私が小中学生の頃は、ちょうど80年代のアイドル全盛期だった。
小学校の高学年の頃、友達のお姉ちゃんが「銀河英雄伝説」のコスプレをしている写真を初めて見た時、私は「オタク」という言葉を知り、その後高校ではバンドブーム、20代でキムタクブームがきて、今は「Travis Japanはもっと売れていいのではないか?」と真剣に考えている。
いつの間にかあらゆるジャンルで使われるようになった「オタク」。
自分はオタクと言うほどではないけど、ごく普通にジャニーズタレントに触れ、応援してきた人間だ。

そして先日もnoteに書いたように、旧ジャニーズは今も大きく揺れている。タレントたちを応援したい気持ちはあるが、BBCの東山社長のインタビューを見て、何も言わないタレントたちに疑問を抱いた。
その姿勢は、世間の性加害を容認していると取られても文句が言えないのでは、とも書いた。
なんかもう、ただ純粋に「いい曲だよ!」「すごいパフォーマンスだよ!」と誰かに教えたいだけの気持ちでさえも「あまりに能天気すぎないか?」と自分に感じるようになった頃、「成功したオタク」という映画が公開されることを知った。

「ちゅ~るはもう買えない」人たちと失敗したオタク

「成功したオタク」は、撮影当時21歳のオ・セヨン監督作品。
中学の頃、K-POPアイドルの熱狂的ファンだった彼女はあるアイデアで「推しに認知」され、ファンの間でも知られる「成功したオタク」として応援を続けていた。
しかし「推し」はある日突然、性犯罪者となってしまう。
混乱と葛藤のなかで、彼女は自分と同じような経験を持つ友人たちを思う。
そして「オタク」たちを訪ね、自分自身の気持ちも掬いながら歩いて行くドキュメンタリー作品。

これ、どうでもいいっちゃどうでもいい話。
推し活なんてあほくさいと思う人もいるだろう。
けれど、先日の食品メーカー「いなば」の社宅をめぐる一連の問題のなかで、ある猫好きの方が「推しが問題を起こしてしまった人の気持ちが初めてわかったかも」という内容のポストを上げていたのを見て、これは意外と色んな人の中にある気持ちなのかも知れない、と思った。

映画の中には、様々な女性が登場する。
(中には好きになるアイドルがことごとく性犯罪を起こしたという女性もいて、かわいそうを通り越して本人も面白くなっていた。

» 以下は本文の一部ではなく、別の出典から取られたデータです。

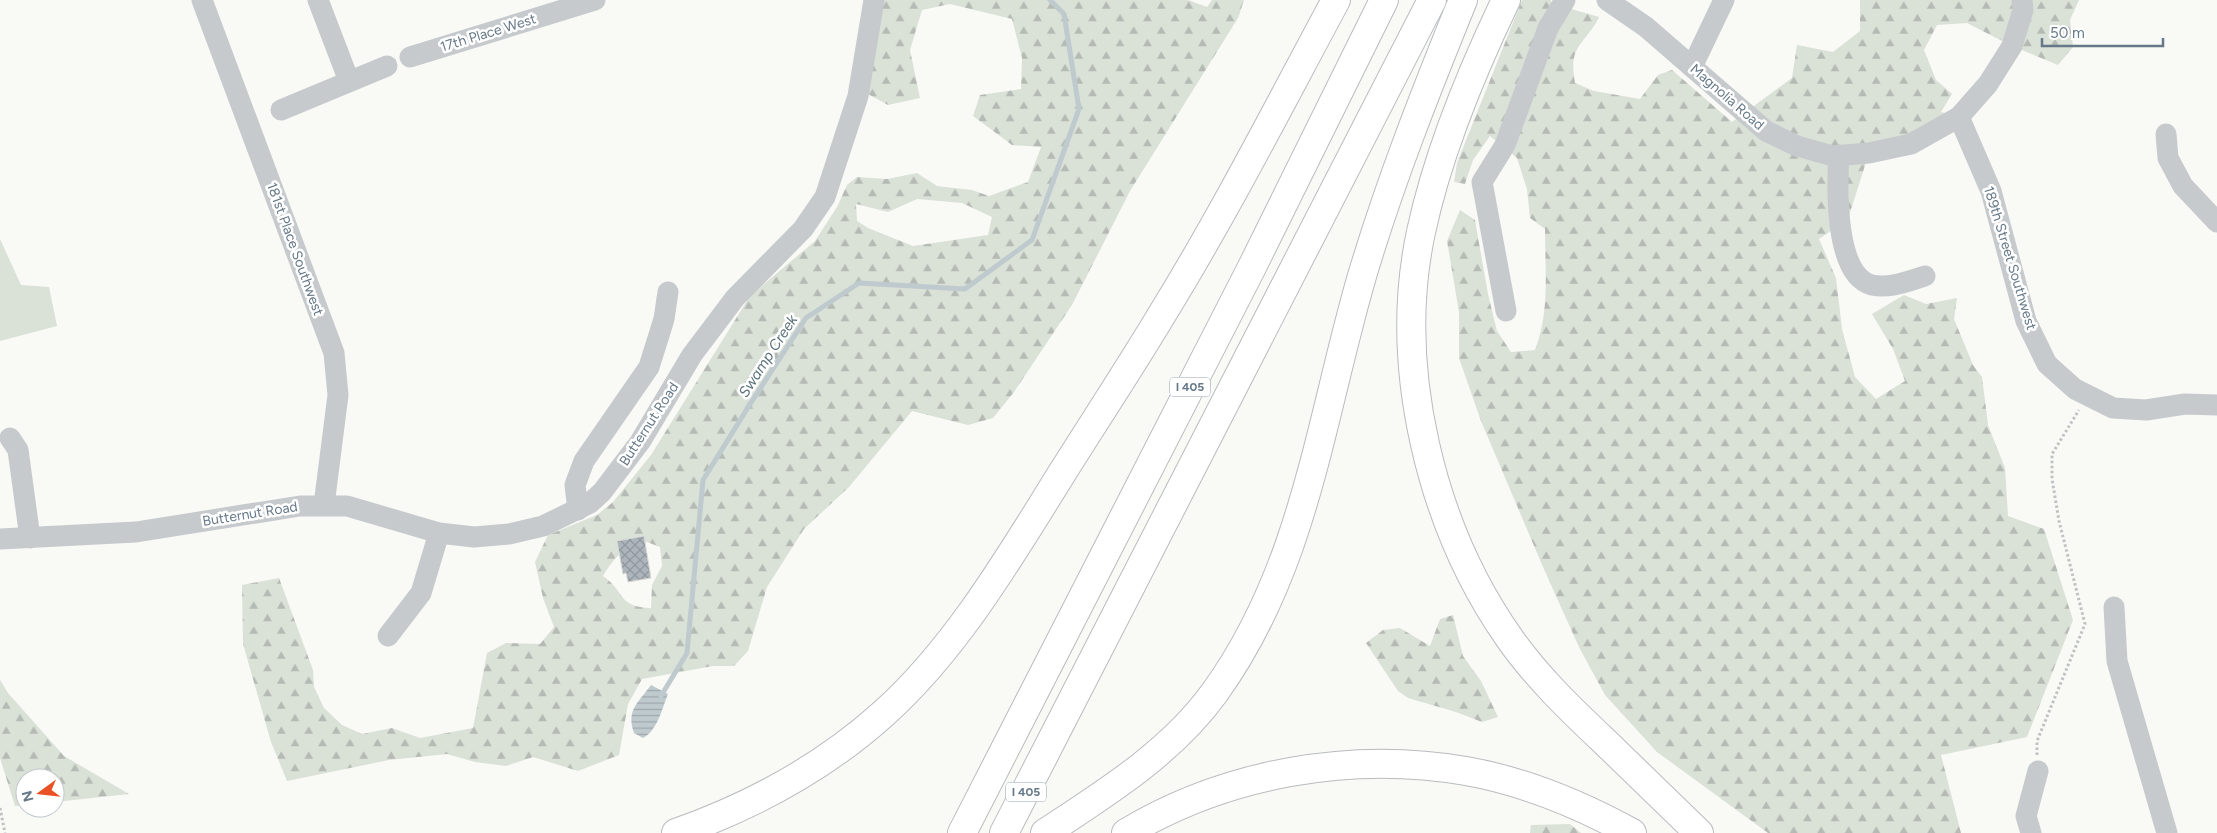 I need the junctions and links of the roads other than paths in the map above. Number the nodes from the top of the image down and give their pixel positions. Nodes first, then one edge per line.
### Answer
1 (202, 0) edge
2 (318, 0) edge
3 (594, 0) edge
4 (874, 0) edge
5 (1336, 0) edge
6 (1384, 0) edge
7 (1432, 0) edge
8 (1463, 0) edge
9 (1506, 0) edge
10 (1565, 0) edge
11 (1607, 0) edge
12 (1724, 0) edge
13 (2022, 0) edge
14 (410, 57) dead end
15 (387, 66) dead end
16 (1692, 67) junction
17 (349, 81) junction
18 (281, 110) dead end
19 (1959, 117) junction
20 (2166, 134) dead end
21 (1839, 155) junction
22 (2217, 222) edge
23 (1925, 276) dead end
24 (668, 292) dead end
25 (1506, 311) dead end
26 (2217, 405) edge
27 (10, 438) dead end
28 (324, 506) junction
29 (578, 510) junction
30 (440, 533) junction
31 (30, 538) junction
32 (0, 539) edge
33 (2114, 607) dead end
34 (388, 636) dead end
35 (2038, 771) road end
36 (965, 826) edge
37 (676, 833) edge
38 (1004, 833) edge
39 (1045, 833) edge
40 (1126, 833) edge
41 (1632, 833) edge
42 (1699, 833) edge
43 (2030, 833) edge
44 (2167, 833) edge

1 - 28 street, 181st Place Southwest
2 - 17 street
3 - 14 street, 17th Place West
4 - 29 street, Butternut Road
5 - 37 highway
6 - 36 highway, I 405
7 - 38 highway, I 405
8 - 39 highway
9 - 42 highway
10 - 25 street
11 - 16 street, Magnolia Road
12 - 16 street
13 - 19 street, Magnolia Road
15 - 17 street
16 - 21 street, Magnolia Road
17 - 18 street
19 - 21 street, Magnolia Road
19 - 26 street, 189th Street Southwest
20 - 22 street
21 - 23 street
24 - 29 street
27 - 31 street
28 - 30 street, Butternut Road
28 - 31 street, Butternut Road
29 - 30 street, Butternut Road
30 - 34 street
31 - 32 street, Butternut Road
33 - 44 street
35 - 43 street
40 - 41 highway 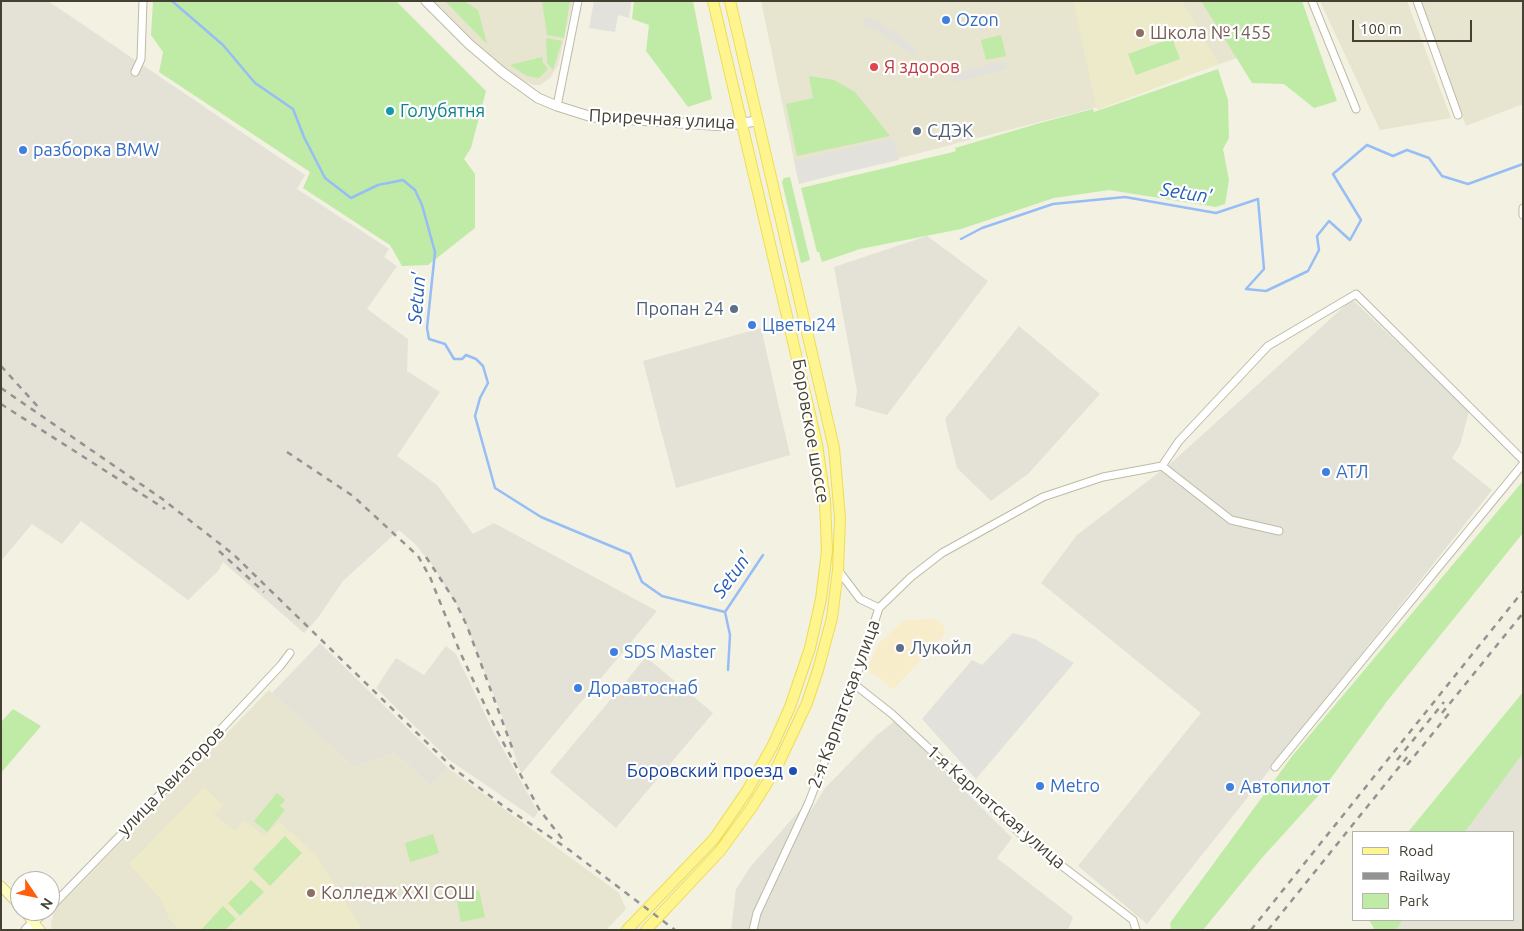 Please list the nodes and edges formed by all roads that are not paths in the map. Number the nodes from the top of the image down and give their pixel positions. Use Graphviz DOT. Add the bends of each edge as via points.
graph roads {
  1 [pos="143,1"];
  2 [pos="426,1"];
  3 [pos="578,1"];
  4 [pos="713,1"];
  5 [pos="730,1"];
  6 [pos="1312,1"];
  7 [pos="1417,1"];
  8 [pos="136,72"];
  9 [pos="557,106"];
  10 [pos="1356,109"];
  11 [pos="1458,115"];
  12 [pos="756,120"];
  13 [pos="741,124"];
  14 [pos="1523,208"];
  15 [pos="1523,215"];
  16 [pos="1523,460"];
  17 [pos="1523,464"];
  18 [pos="1162,466"];
  19 [pos="1279,530"];
  20 [pos="838,570"];
  21 [pos="879,608"];
  22 [pos="290,652"];
  23 [pos="854,684"];
  24 [pos="1275,767"];
  25 [pos="1,886"];
  26 [pos="10,895"];
  27 [pos="60,898"];
  28 [pos="34,922"];
  29 [pos="26,930"];
  30 [pos="40,930"];
  31 [pos="628,930"];
  32 [pos="646,930"];
  33 [pos="753,930"];
  34 [pos="1136,930"];
  1 -- 8 [label="street" via="140,59"];
  2 -- 9 [label="street, Приречная улица" via="502,72 538,98"];
  3 -- 9 [label="street"];
  4 -- 13 [label="main road, Боровское шоссе"];
  5 -- 12 [label="main road, Боровское шоссе"];
  6 -- 10 [label="street"];
  7 -- 11 [label="street"];
  9 -- 13 [label="street, Приречная улица" via="592,117 725,126"];
  12 -- 13 [label="street, Приречная улица"];
  12 -- 20 [label="main road, Боровское шоссе" via="834,448 840,518"];
  13 -- 31 [label="main road, Боровское шоссе" via="817,444 825,500 827,551 821,599 790,707 752,783 704,851"];
  14 -- 15 [label="street"];
  16 -- 18 [label="street" via="1356,294 1268,346 1179,441"];
  17 -- 24 [label="street"];
  18 -- 19 [label="street" via="1231,520"];
  18 -- 21 [label="street, 2-я Карпатская улица" via="1104,476 1043,497 942,553"];
  20 -- 21 [label="street" via="860,599"];
  20 -- 32 [label="main road, Боровское шоссе" via="832,618 818,670 807,703 777,767 716,856"];
  21 -- 23 [label="street, 2-я Карпатская улица"];
  22 -- 27 [label="street, улица Авиаторов" via="281,666"];
  23 -- 33 [label="street, 2-я Карпатская улица" via="809,802 757,913"];
  23 -- 34 [label="street, 1-я Карпатская улица" via="892,714 1024,837 1133,920"];
  25 -- 26 [label="main road"];
  28 -- 29 [label="street"];
  28 -- 30 [label="main road"];
} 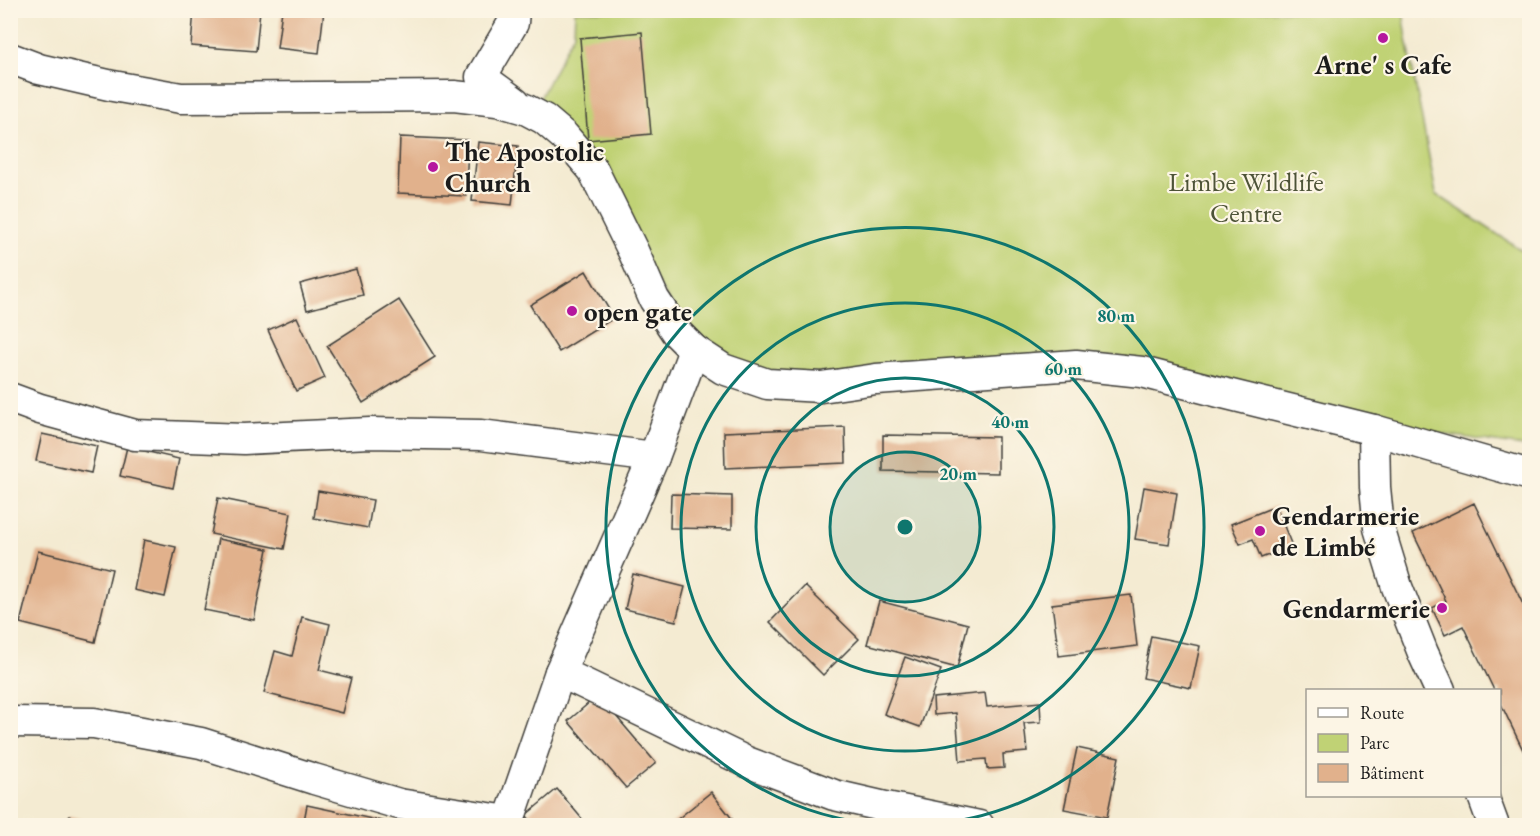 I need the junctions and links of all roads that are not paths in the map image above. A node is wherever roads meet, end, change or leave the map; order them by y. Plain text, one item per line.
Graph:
1 (513, 17) edge
2 (10, 58) edge
3 (525, 109) junction
4 (694, 350) junction
5 (10, 398) edge
6 (1374, 430) junction
7 (654, 457) junction
8 (1526, 472) edge
9 (560, 672) junction
10 (1440, 689) edge
11 (10, 722) edge
12 (1484, 797) edge
13 (507, 823) edge
14 (979, 825) edge
15 (1494, 825) edge

1 - 3 street
2 - 3 street
3 - 4 street
4 - 6 street
4 - 7 street
5 - 7 street
6 - 8 street
6 - 10 street
7 - 9 street
9 - 13 street
9 - 14 street
11 - 13 street
12 - 15 street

)
みんな若い女性で、それは監督が若いからそうなのか、それとも韓国のオタクは若い世代が中心なのか分からないけど、みなはっきりと「性犯罪を犯す人間は最低だ。」と言う。
これは事件が女性に対する性加害で、近年韓国で活発になっているフェミニズム運動とも関係していると思うのだが、推しが犯罪者になったことと、自分自身が社会のなかで日ごろ考えていることがしっかりリンクしていて、嘘だ本当だということに終始する日本の一部オタクとはそもそもの考え方が違う気がした。
いや、この映画には登場しないだけで、そういう声は少なからずあるんだろうと思う。
けれど、監督が自分や人々にこの出来事のなかで伝えたいのは、そういう面の批判ではないと感じた。
それはグッズのお葬式をするときの宝物や推しへの愛や、推し活を通してつながった友人たちとの旅行の思い出であったり(トイレでギター落として折れたよね!とか)、そういう愛おしいものたちは紛れもなく自分自身の一部であり、その愛情は誰かに否定されるものではないし、自分自身も大切にしていいんだという肯定。
監督の優しく、ユーモアある人柄が画面を通して伝わってくる。

映画には、一連の政治汚職で失脚した朴槿恵(パク・クネ)元大統領の支援者集会が登場する。
元大統領と同世代と思われる、およそ60代から70代の人たちが中心に見えた。
彼らは元大統領に手紙を書いていて、「愛しています」「会いたいです」と、その内容はなかなか熱烈。
実はこの場面を見ている時、私は「ジャニーさんありがとう」「ジュリーさんありがとう」というジャニーズファンの言葉を思い出していた。
私には大統領へ手紙を書く人たちと、創業者や社長に感謝を伝えるファンの姿が重なって見えた。
監督は彼らに求められ、元大統領に当たり障りのない手紙を書く。
でもその短い、季節のあいさつ程度の手紙の文面も私にはあたたかく思われ、恐らく世間ではしょーもないと思われているだろうこの支援者たちの気持ちも彼女には分かってしまうし、監督自身のお人よしな部分もあって、ちょっと切なくなった。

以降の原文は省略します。